#### YOUR GOAL:
Examine the entries and show every line in which the word "улица" is found.

⟨

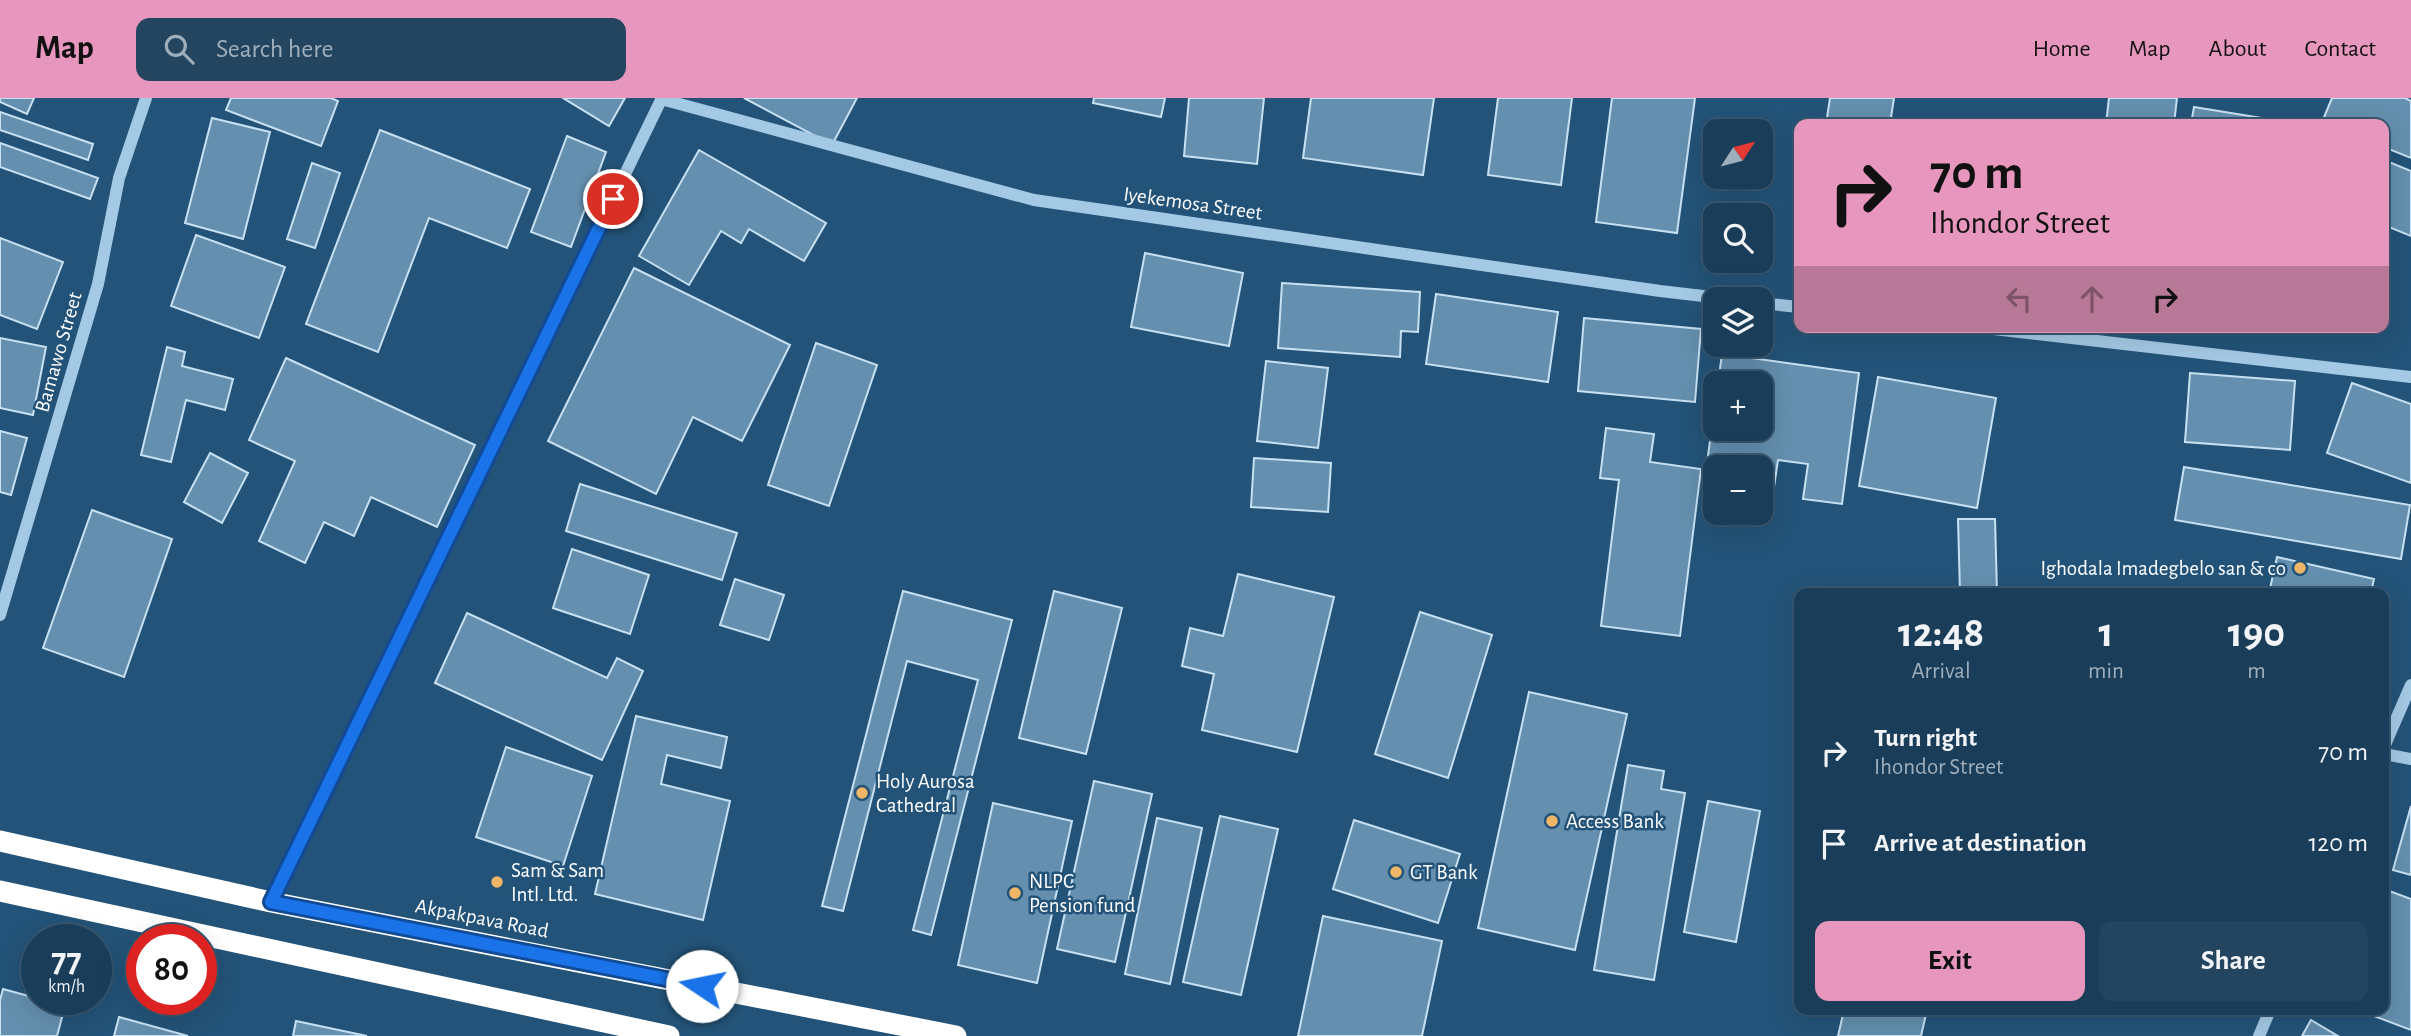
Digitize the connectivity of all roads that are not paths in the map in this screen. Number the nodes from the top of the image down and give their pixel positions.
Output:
1 (146, 98) edge
2 (662, 99) edge
3 (1703, 296) edge
4 (1773, 304) edge
5 (1794, 306) edge
6 (2028, 333) edge
7 (2411, 377) edge
8 (0, 615) edge
9 (2411, 685) edge
10 (2389, 736) edge
11 (2389, 755) edge
12 (2411, 759) edge
13 (0, 842) edge
14 (0, 891) edge
15 (271, 902) junction
16 (2268, 1015) edge
17 (669, 1036) edge
18 (956, 1036) edge
19 (2259, 1036) edge

1 - 8 street, Bamawo Street
2 - 3 street, Iyekemosa Street
2 - 15 street
4 - 5 street
6 - 7 street
9 - 10 street
11 - 12 street
13 - 15 highway, Akpakpava Road
14 - 17 highway
15 - 18 highway, Akpakpava Road
16 - 19 street

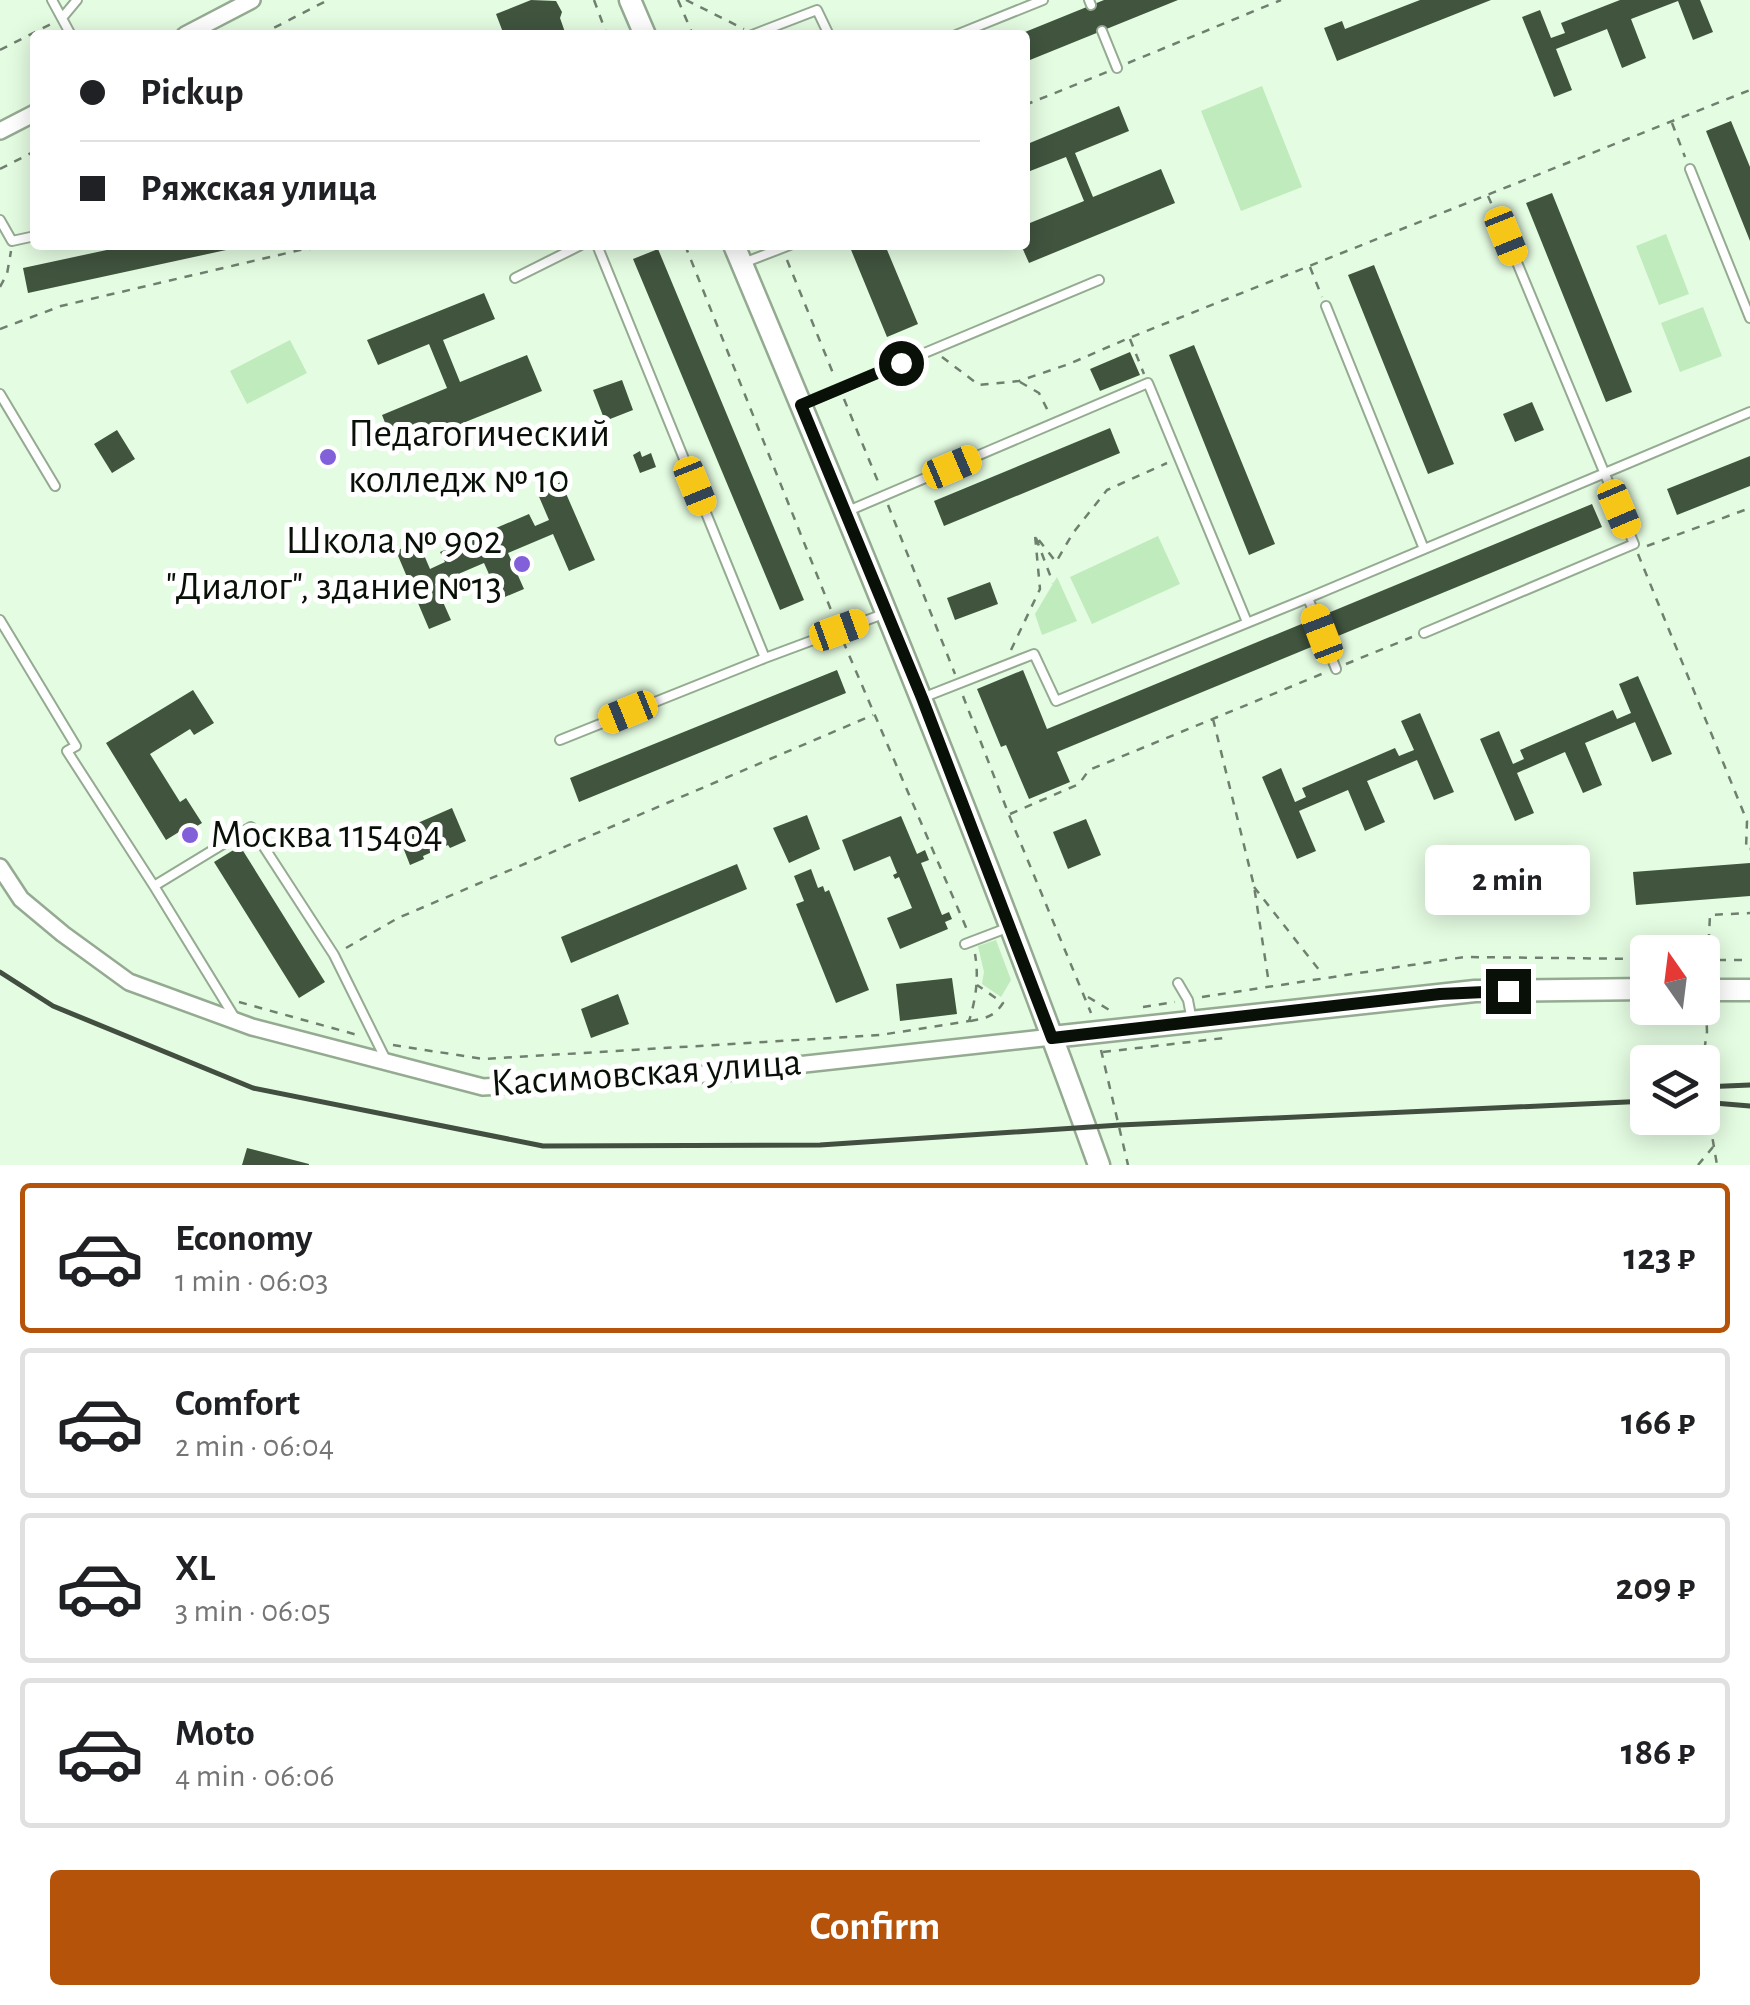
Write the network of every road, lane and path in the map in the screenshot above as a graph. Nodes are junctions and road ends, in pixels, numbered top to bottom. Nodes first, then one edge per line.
1 (52, 0) edge
2 (77, 0) edge
3 (252, 0) edge
4 (328, 0) edge
5 (594, 0) edge
6 (630, 0) edge
7 (678, 0) edge
8 (686, 0) edge
9 (1042, 0) edge
10 (1281, 0) edge
11 (62, 18) junction
12 (39, 30) edge
13 (68, 30) edge
14 (195, 30) edge
15 (270, 30) edge
16 (605, 30) edge
17 (643, 30) edge
18 (691, 30) edge
19 (745, 30) edge
20 (764, 30) edge
21 (827, 30) edge
22 (968, 30) edge
23 (1102, 31) dead end
24 (30, 35) edge
25 (0, 50) edge
26 (1116, 68) junction
27 (1750, 90) edge
28 (1744, 92) junction
29 (1750, 98) edge
30 (1030, 103) edge
31 (30, 116) edge
32 (1672, 121) junction
33 (0, 131) edge
34 (30, 154) edge
35 (0, 169) edge
36 (1690, 169) joint
37 (1487, 195) junction
38 (0, 220) edge
39 (1506, 236) joint
40 (30, 237) edge
41 (12, 241) junction
42 (300, 250) edge
43 (571, 250) edge
44 (599, 250) edge
45 (687, 250) edge
46 (765, 250) edge
47 (787, 250) edge
48 (738, 254) edge
49 (1309, 266) junction
50 (515, 278) dead end
51 (1099, 280) dead end
52 (0, 287) edge
53 (1326, 306) joint
54 (1750, 318) edge
55 (0, 330) edge
56 (1130, 338) junction
57 (932, 350) junction
58 (1019, 381) junction
59 (1148, 383) junction
60 (840, 389) junction
61 (0, 394) edge
62 (801, 405) junction
63 (1750, 412) edge
64 (1054, 423) junction
65 (1179, 458) junction
66 (1604, 474) junction
67 (55, 486) dead end
68 (884, 496) junction
69 (1750, 508) edge
70 (846, 512) junction
71 (1035, 535) junction
72 (1424, 548) junction
73 (1053, 583) dead end
74 (1308, 598) junction
75 (886, 612) junction
76 (0, 620) edge
77 (1247, 622) junction
78 (839, 630) junction
79 (1424, 632) joint
80 (765, 658) junction
81 (1004, 666) junction
82 (1336, 668) junction
83 (958, 683) junction
84 (922, 698) junction
85 (874, 714) junction
86 (1212, 719) junction
87 (560, 740) dead end
88 (1009, 815) junction
89 (1750, 849) edge
90 (0, 866) edge
91 (154, 886) junction
92 (1254, 886) junction
93 (1750, 913) edge
94 (1010, 926) junction
95 (1708, 935) edge
96 (968, 943) junction
97 (334, 956) junction
98 (1630, 959) edge
99 (1720, 960) edge
100 (1750, 960) edge
101 (1324, 976) junction
102 (1178, 983) dead end
103 (977, 985) junction
104 (1269, 986) junction
105 (1630, 990) edge
106 (1720, 990) edge
107 (1750, 990) edge
108 (1086, 996) junction
109 (227, 998) dead end
110 (1188, 1000) junction
111 (1133, 1009) dead end
112 (1114, 1012) dead end
113 (969, 1021) junction
114 (1192, 1021) junction
115 (237, 1022) junction
116 (1238, 1036) dead end
117 (1052, 1038) junction
118 (374, 1040) dead end
119 (1099, 1042) junction
120 (390, 1044) dead end
121 (387, 1062) junction
122 (1712, 1135) edge
123 (1714, 1146) junction
124 (1099, 1165) edge
125 (1128, 1165) edge
126 (1698, 1165) edge
127 (1717, 1165) edge

1 - 11 lane
2 - 11 lane
3 - 14 street
4 - 15 path
5 - 16 path
6 - 17 street
7 - 18 path
8 - 19 path
9 - 22 lane
10 - 26 path
11 - 12 path
11 - 13 lane
20 - 21 lane
23 - 26 lane
24 - 25 path
26 - 30 path
27 - 28 path
28 - 29 path
28 - 32 path
31 - 33 street
32 - 36 path
32 - 37 path
34 - 35 path
36 - 54 lane
37 - 39 path
37 - 49 path
38 - 41 lane
39 - 66 lane
40 - 41 lane
41 - 52 path
42 - 55 path
43 - 50 lane
44 - 80 lane
45 - 78 path
46 - 48 lane
47 - 60 path
48 - 62 street
49 - 53 path
49 - 56 path
51 - 57 lane
53 - 72 lane
56 - 58 path
56 - 59 path
57 - 58 path
57 - 60 lane
58 - 64 path
59 - 64 lane
59 - 65 lane
60 - 62 lane
60 - 68 path
61 - 67 lane
62 - 70 street
63 - 66 lane
64 - 68 lane
65 - 71 path
65 - 77 lane
66 - 72 lane
66 - 79 lane
68 - 70 lane
68 - 83 path
69 - 89 path
70 - 75 street
71 - 73 path
71 - 81 path
72 - 74 lane
74 - 77 lane
74 - 82 lane
75 - 78 lane
75 - 84 street
76 - 91 lane
77 - 81 lane
78 - 80 lane
78 - 85 path
79 - 82 path
80 - 87 lane
81 - 83 lane
82 - 86 path
83 - 84 lane
83 - 88 path
84 - 94 street
85 - 96 path
85 - 97 path
86 - 88 path
86 - 92 path
88 - 108 path
90 - 115 street, Касимовская улица
91 - 97 lane
91 - 115 lane
92 - 101 path
92 - 104 path
93 - 95 path
94 - 96 lane
94 - 117 street
96 - 103 path
97 - 121 lane
98 - 101 path
99 - 100 path
101 - 104 path
102 - 110 lane
103 - 113 path
103 - 113 path
104 - 110 path
105 - 114 street
106 - 107 street
108 - 112 path
108 - 119 path
109 - 118 path
110 - 111 path
110 - 114 lane
113 - 120 path
114 - 119 street
115 - 121 street, Касимовская улица
116 - 119 path
117 - 119 street
117 - 121 street, Касимовская улица
117 - 124 street
119 - 125 path
122 - 123 path
123 - 126 path
123 - 127 path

⟩

#### YOUR RESPONSE:
90 - 115 street, Касимовская улица
115 - 121 street, Касимовская улица
117 - 121 street, Касимовская улица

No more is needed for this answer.